Что ее привело сюда, разгадать было нетрудно. Темноглазая, с каштановыми, изящно завитыми волосами, лишь слегка поседевшая, с осанкой светской дамы, с кожей цвета слоновой кости и приятными, довольно хорошо сохранившимися чертами лица, она всю жизнь вела себя как избалованный член высшего общества, управляя сложной махиной богатого слугами дома. После смерти мужа (строгий портрет которого, в должностном мундире, также украшал описанную гостиную), при сильно сократившихся средствах и, по-видимому, отсутствии видов на полную незыблемость прежнего положения в привычном кругу, интересы ее неисчерпанного и, наверно, дотоле по-настоящему не удовлетворенного жизнелюбия, издавна направленные на увлекательное завершение жизненного пути в атмосфере большего человеческого тепла, получили наконец выход. Свои приемы она устраивала как бы ради дочерей, но было довольно ясно, что главная ее цель — самой наслаждаться и иметь поклонников. Более всего ее забавляли маленькие, в меру рискованные скабрезности, намеки на легкомысленно непринужденные нравы артистического города, анекдоты об официантках, натурщицах, художниках, заставлявшие ее смеяться, не раскрывая рта, высоким, жеманно-чувственным смехом.
Ее дочери, Инеса и Кларисса, видимо, не любили этого смеха: при звуках его они обменивались холодно-неодобрительными взглядами, показывавшими, как раздражают взрослых детей человеческие слабости матери. Впрочем, что касается младшей, Клариссы, то она нарочито подчеркивала оторванность семьи от буржуазных традиций. Эта рослая блондинка с большим набеленным лицом, пухленькой нижней губой и маленьким срезанным подбородком готовилась к театральной карьере и брала уроки у пожилого премьера Королевского национального театра. Она смело причесывала свои золотистые волосы, носила шляпы величиной с колесо и любила эксцентричные боа из перьев. Кстати сказать, эти вещи шли к ее импозантной фигуре, скрадывавшей их броскость. Поклонников она забавляла своим пристрастием к мрачноватому фиглярству. У нее был рыжий кот, по имени Исаак, которому она в знак траура по умершему римскому папе нацепила однажды на хвост черный атласный бант. В ее комнате повторялась эмблема смерти, наличествуя здесь не только в виде настоящего оскалившегося препарата, но и в форме бронзового пресс-папье, которое изображало безглазый символ тлена и «исцеления» покоящимся на некоем фолианте. На книге греческими буквами значилось имя Гиппократа. Книга была полая, ее гладкое донце держалось на четырех крошечных болтиках, отвинчивавшихся, и то с трудом, лишь с помощью очень тонкого инструмента. Впоследствии, когда Кларисса умерла, отравившись ядом, спрятанным в этой книжке, госпожа сенаторша Родде подарила мне ее на память, и она до сих пор у меня хранится.
Инесе, старшей сестре, также суждено было совершить трагический акт. Она олицетворяла — не знаю, добавлять ли «однако» — консервативный элемент маленького семейства, живя в постоянном протесте против их переселения, против немецкого юга, против этого артистического города, против богемы, против вечеров ее матери и подчеркнуто тяготея ко всему стародедовскому, бюргерски строгому, чинному. Однако складывалось такое впечатление, что этот консерватизм — своеобразная защита от снедавшей ее неуравновешенности, составлявшей особенность ее интеллекта.

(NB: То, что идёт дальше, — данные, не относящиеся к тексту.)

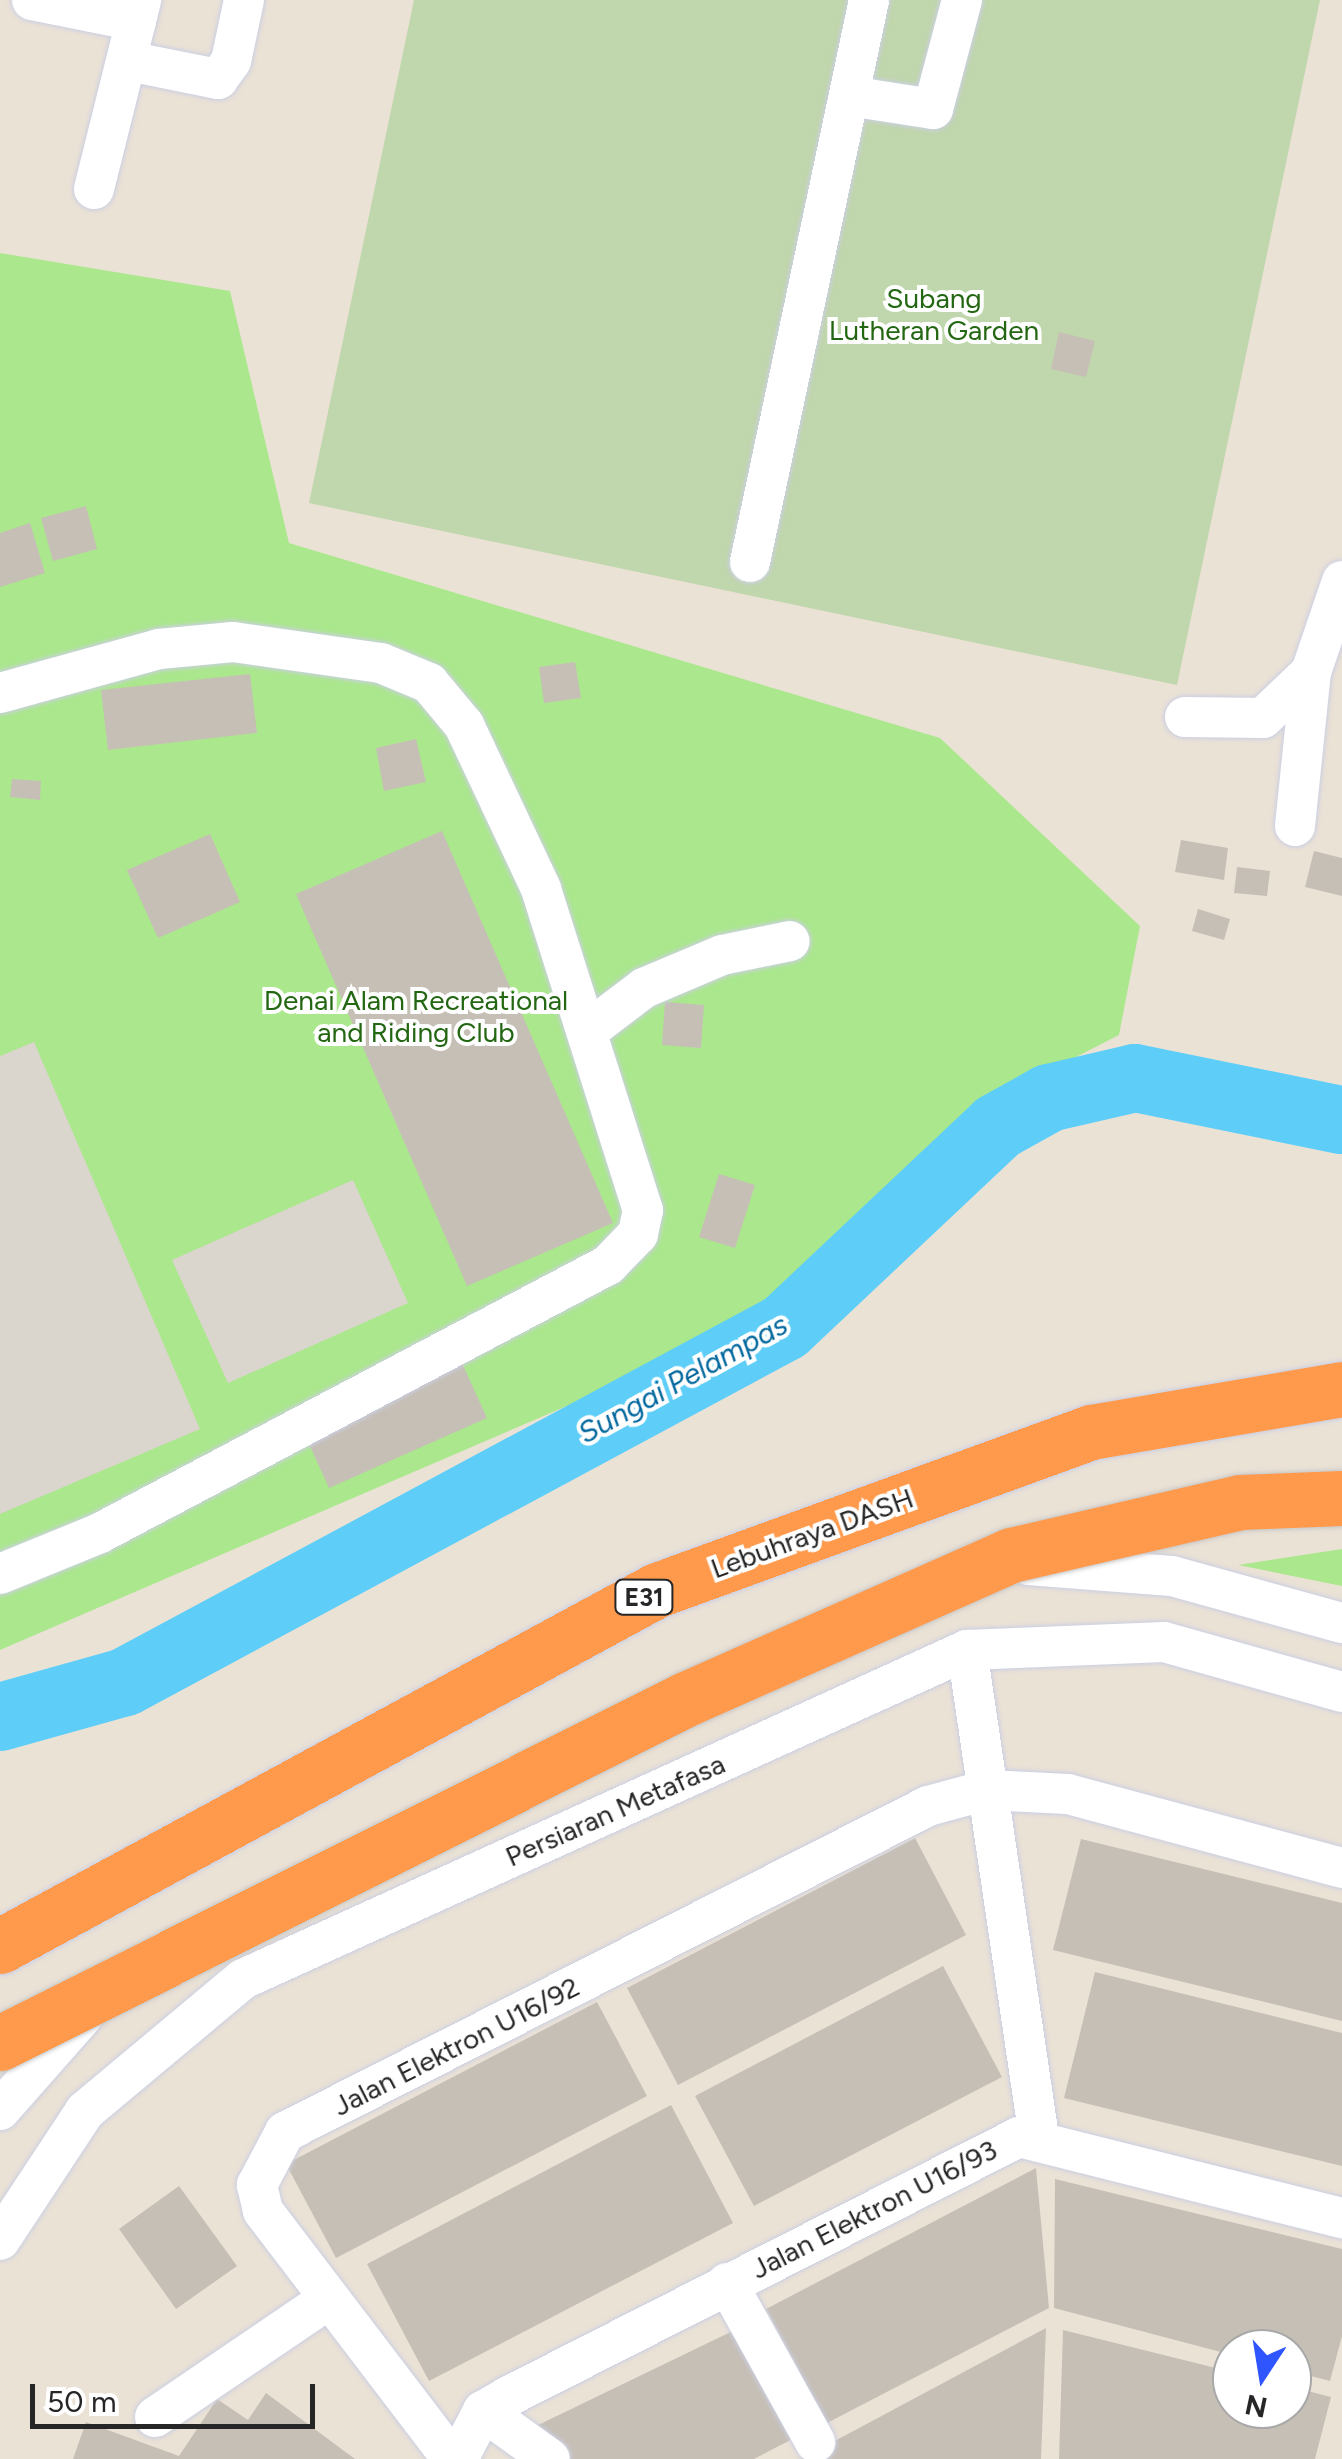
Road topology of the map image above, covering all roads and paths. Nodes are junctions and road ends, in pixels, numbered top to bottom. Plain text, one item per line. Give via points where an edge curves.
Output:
1 (32, 0) edge
2 (244, 0) edge
3 (869, 0) edge
4 (962, 0) edge
5 (139, 10) edge
6 (128, 61) junction
7 (849, 96) junction
8 (94, 189) dead end
9 (750, 562) dead end
10 (1342, 582) edge
11 (1311, 672) junction
12 (0, 693) edge
13 (1185, 718) dead end
14 (1295, 826) dead end
15 (790, 941) dead end
16 (590, 1028) junction
17 (1342, 1389) edge
18 (1342, 1498) edge
19 (0, 1574) edge
20 (1342, 1623) edge
21 (967, 1650) junction
22 (1342, 1692) edge
23 (986, 1790) junction
24 (1342, 1868) edge
25 (0, 1946) edge
26 (0, 2044) edge
27 (0, 2110) edge
28 (1040, 2142) junction
29 (1342, 2218) edge
30 (0, 2240) edge
31 (726, 2282) junction
32 (327, 2300) junction
33 (483, 2410) junction
34 (156, 2416) dead end
35 (815, 2442) dead end
36 (455, 2459) edge
37 (550, 2459) edge

1 - 5 street
2 - 6 street via 218,79
3 - 7 street
4 - 7 street via 933,109
5 - 6 street
6 - 8 street
7 - 9 street
10 - 11 street
11 - 13 street via 1263,718
11 - 14 street
12 - 16 street via 159,649 233,642 408,670 464,725 541,889
15 - 16 street via 722,955 644,988
16 - 19 street via 643,1210 638,1234 608,1265 100,1533
17 - 25 highway, Lebuhraya DASH / E31 via 1090,1432 657,1590
18 - 26 highway, bridge via 1240,1502 1011,1555 686,1699
20 - 27 street via 1172,1576 1037,1564 920,1574 264,1886 159,1951 98,2002 54,2040
21 - 22 street, Persiaran Metafasa via 1164,1642
21 - 23 street
21 - 30 street, Persiaran Metafasa via 243,1979 85,2111
23 - 24 street, Jalan Elektron U16/92 via 1068,1794
23 - 28 street
23 - 32 street, Jalan Elektron U16/92 via 928,1806 286,2132 257,2185 263,2211
28 - 29 street, Jalan Elektron U16/93
28 - 31 street, Jalan Elektron U16/93 via 1019,2136
31 - 33 street, Jalan Elektron U16/93
31 - 35 street
32 - 34 street
32 - 36 street, Jalan Elektron U16/92
33 - 36 street
33 - 37 street

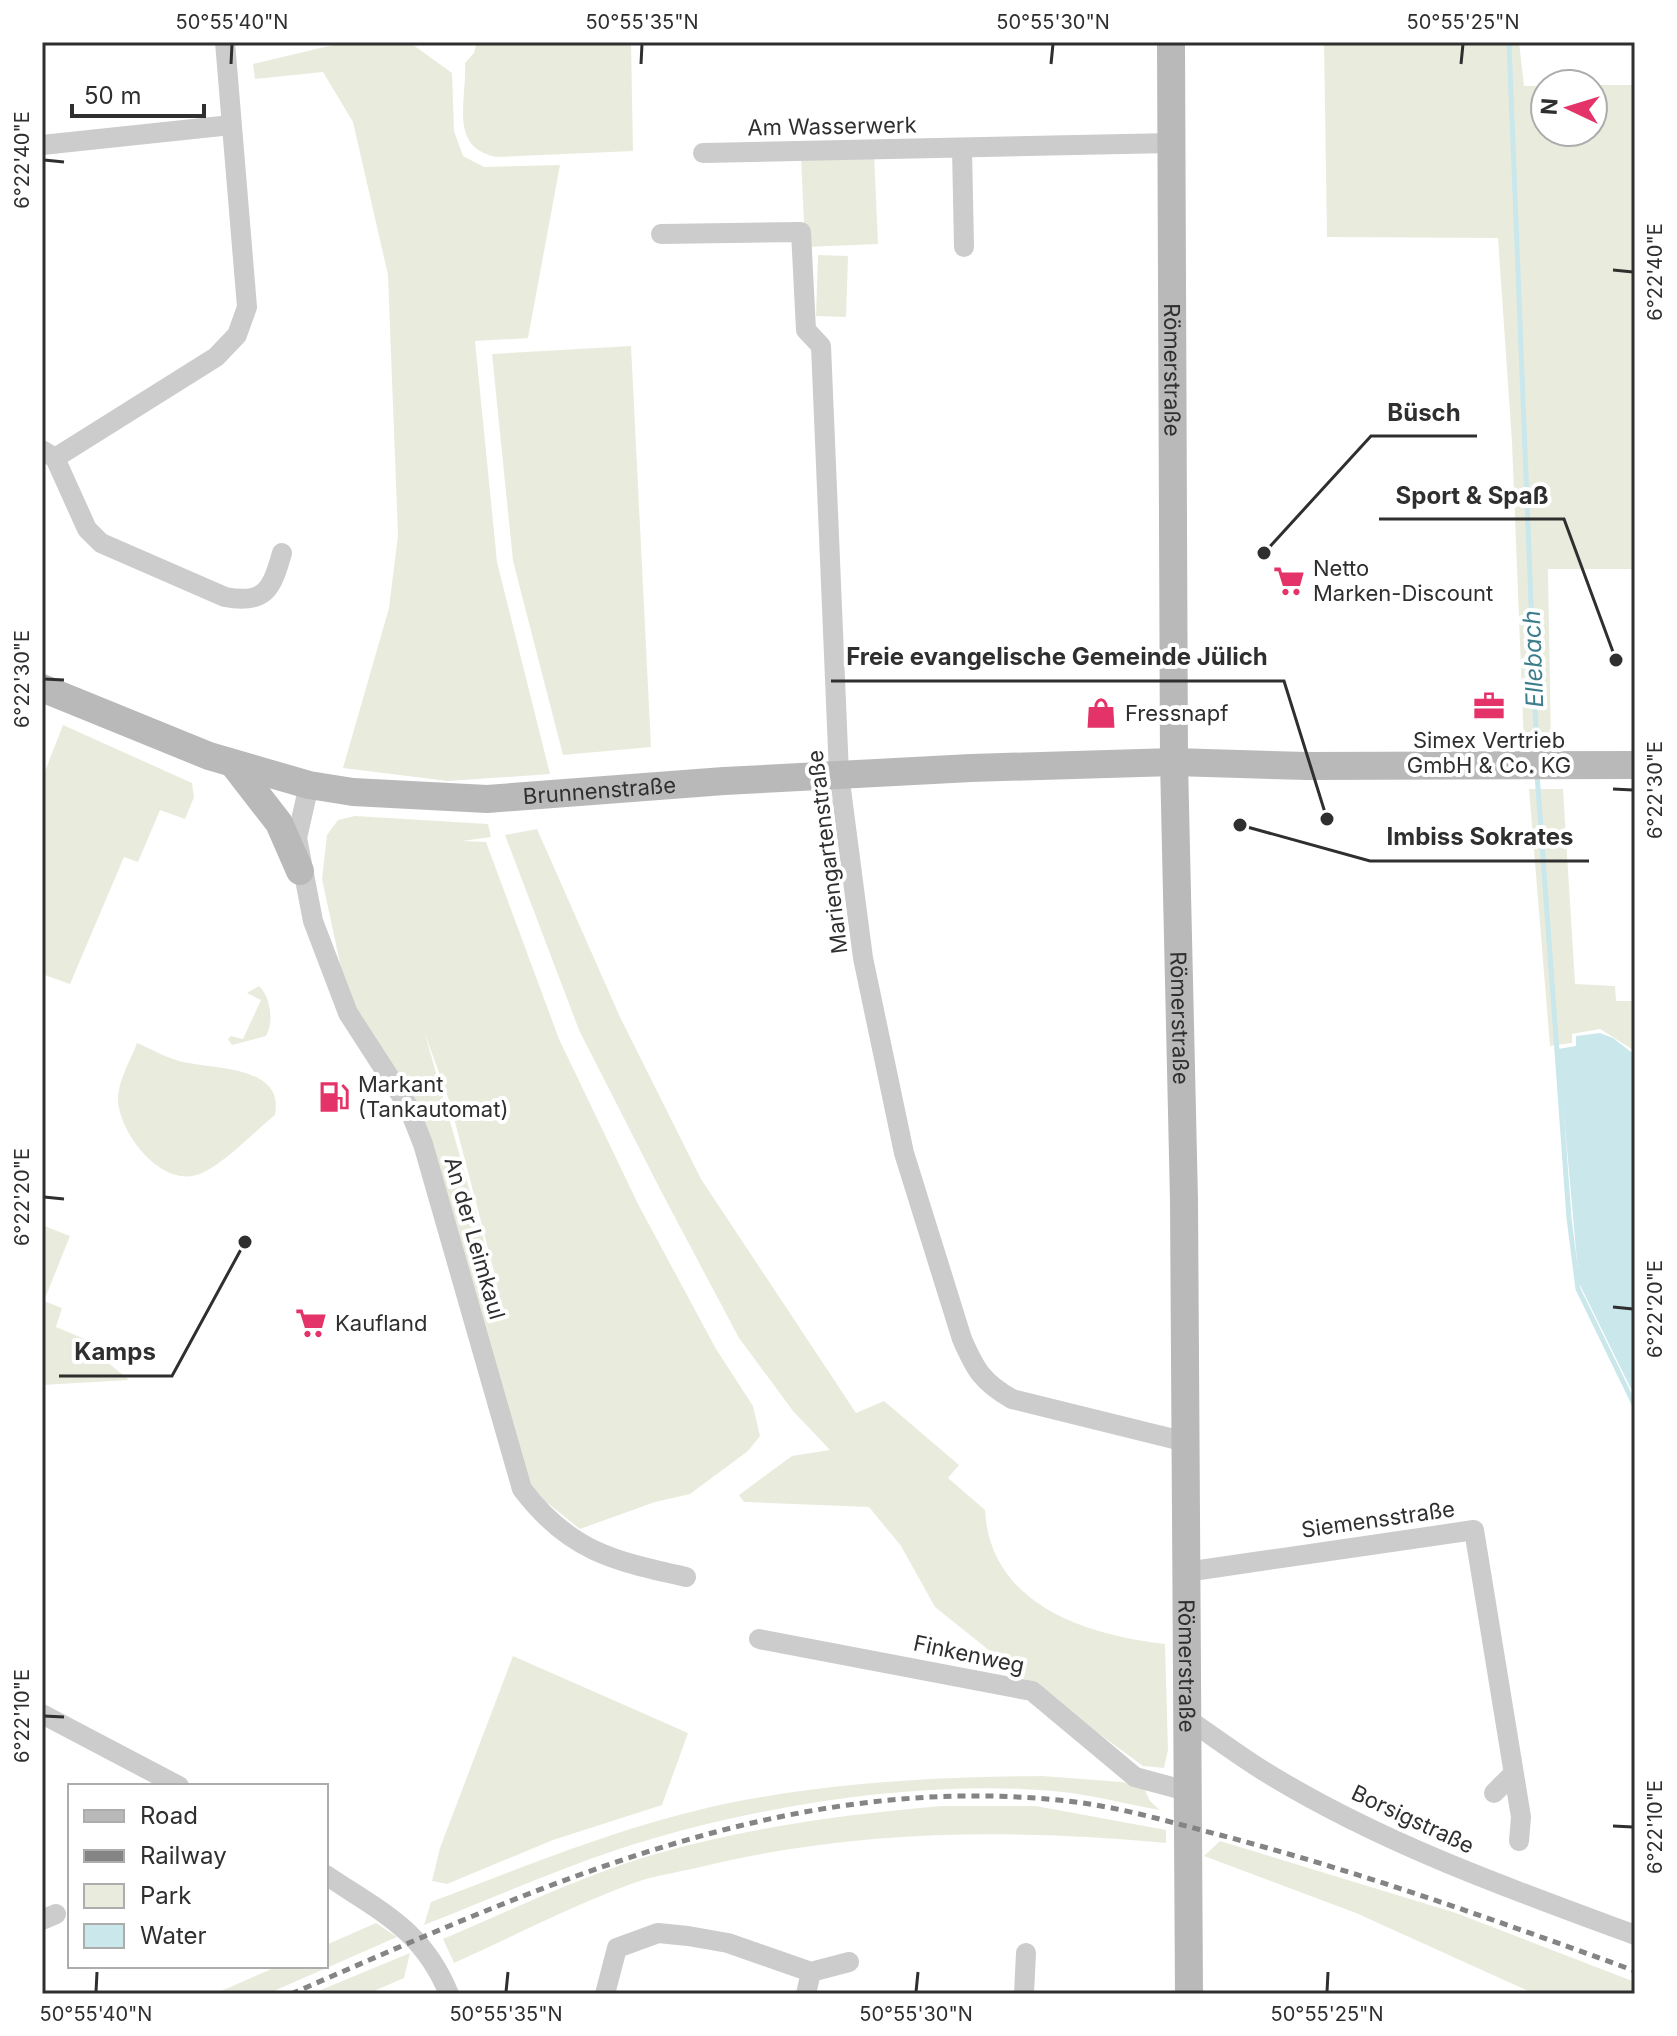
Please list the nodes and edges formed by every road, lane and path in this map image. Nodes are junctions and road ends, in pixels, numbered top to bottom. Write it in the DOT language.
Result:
graph roads {
  1 [pos="225,42"];
  2 [pos="1171,42"];
  3 [pos="231,125"];
  4 [pos="1172,143"];
  5 [pos="42,145"];
  6 [pos="962,148"];
  7 [pos="703,153"];
  8 [pos="661,234"];
  9 [pos="964,247"];
  10 [pos="48,454"];
  11 [pos="282,553"];
  12 [pos="42,688"];
  13 [pos="1174,762"];
  14 [pos="234,765"];
  15 [pos="1635,765"];
  16 [pos="839,774"];
  17 [pos="309,785"];
  18 [pos="300,871"];
  19 [pos="1186,1442"];
  20 [pos="1186,1572"];
  21 [pos="686,1577"];
  22 [pos="759,1639"];
  23 [pos="42,1714"];
  24 [pos="1186,1718"];
  25 [pos="1512,1775"];
  26 [pos="175,1784"];
  27 [pos="1187,1791"];
  28 [pos="1494,1793"];
  29 [pos="1519,1841"];
  30 [pos="328,1876"];
  31 [pos="1635,1935"];
  32 [pos="1026,1953"];
  33 [pos="849,1962"];
  34 [pos="811,1972"];
  35 [pos="449,1994"];
  36 [pos="605,1994"];
  37 [pos="806,1994"];
  38 [pos="1024,1994"];
  39 [pos="1189,1994"];
  1 -- 3 [label="street"];
  2 -- 4 [label="main road, Römerstraße"];
  3 -- 5 [label="street"];
  3 -- 10 [label="street"];
  4 -- 6 [label="street, Am Wasserwerk"];
  4 -- 13 [label="main road, Römerstraße"];
  6 -- 7 [label="street, Am Wasserwerk"];
  6 -- 9 [label="street"];
  8 -- 16 [label="street, Mariengartenstraße"];
  10 -- 11 [label="street"];
  12 -- 14 [label="main road, Brunnenstraße"];
  13 -- 15 [label="main road, Brunnenstraße"];
  13 -- 16 [label="main road, Brunnenstraße"];
  13 -- 19 [label="main road, Römerstraße"];
  14 -- 17 [label="main road, Brunnenstraße"];
  14 -- 18 [label="main road"];
  16 -- 17 [label="main road, Brunnenstraße"];
  16 -- 19 [label="street, Mariengartenstraße"];
  17 -- 18 [label="street, An der Leimkaul"];
  18 -- 21 [label="street, An der Leimkaul"];
  19 -- 20 [label="main road, Römerstraße"];
  20 -- 24 [label="main road, Römerstraße"];
  20 -- 25 [label="street, Siemensstraße"];
  22 -- 27 [label="street, Finkenweg"];
  23 -- 26 [label="street"];
  24 -- 27 [label="main road, Römerstraße"];
  24 -- 31 [label="street, Borsigstraße"];
  25 -- 28 [label="street"];
  25 -- 29 [label="street, Siemensstraße"];
  27 -- 39 [label="main road, Römerstraße"];
  30 -- 35 [label="street"];
  32 -- 38 [label="street"];
  33 -- 34 [label="street"];
  34 -- 36 [label="street"];
  34 -- 37 [label="street"];
}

Она была более хрупкого сложения, чем Кларисса, с которой отлично ладила, явно, хотя и молча, сторонясь матери; с длинной шейкой, настороженно улыбающаяся, она косо наклоняла вперед голову, отягощенную пышными пепельными волосами. Нос у нее был с горбинкой, веки почти скрывали взгляд ее светлых глаз, мягкий, нежный, недоверчивый, печальный и понимающий взгляд, впрочем, не без проблеска лукавства. Полученное ею воспитание не выходило за пределы высокой корректности; два года она провела в Карлсруэ в великосветском женском пансионе, состоявшем под покровительством двора. Не увлекаясь ни искусством, ни наукой, она, как истая хозяйская дочь, деятельно занималась домоводством, хотя много читала, писала на редкость хорошим слогом письма «домой», в прошлое, директрисе пансиона, бывшим подругам и сочиняла стихи. Однажды ее сестра показала мне поэму Инесы, озаглавленную «Рудокоп», первую строфу которой я и сейчас помню. Вот она:
Я рудокоп, я, не страшась, иду
В пласты души и в темном том краю
По трепетному блеску узнаю
Страданья благородную руду.
Остальное я забыл. Помню еще только заключительную строчку:
Не рвусь я к свету, счастья не хочу.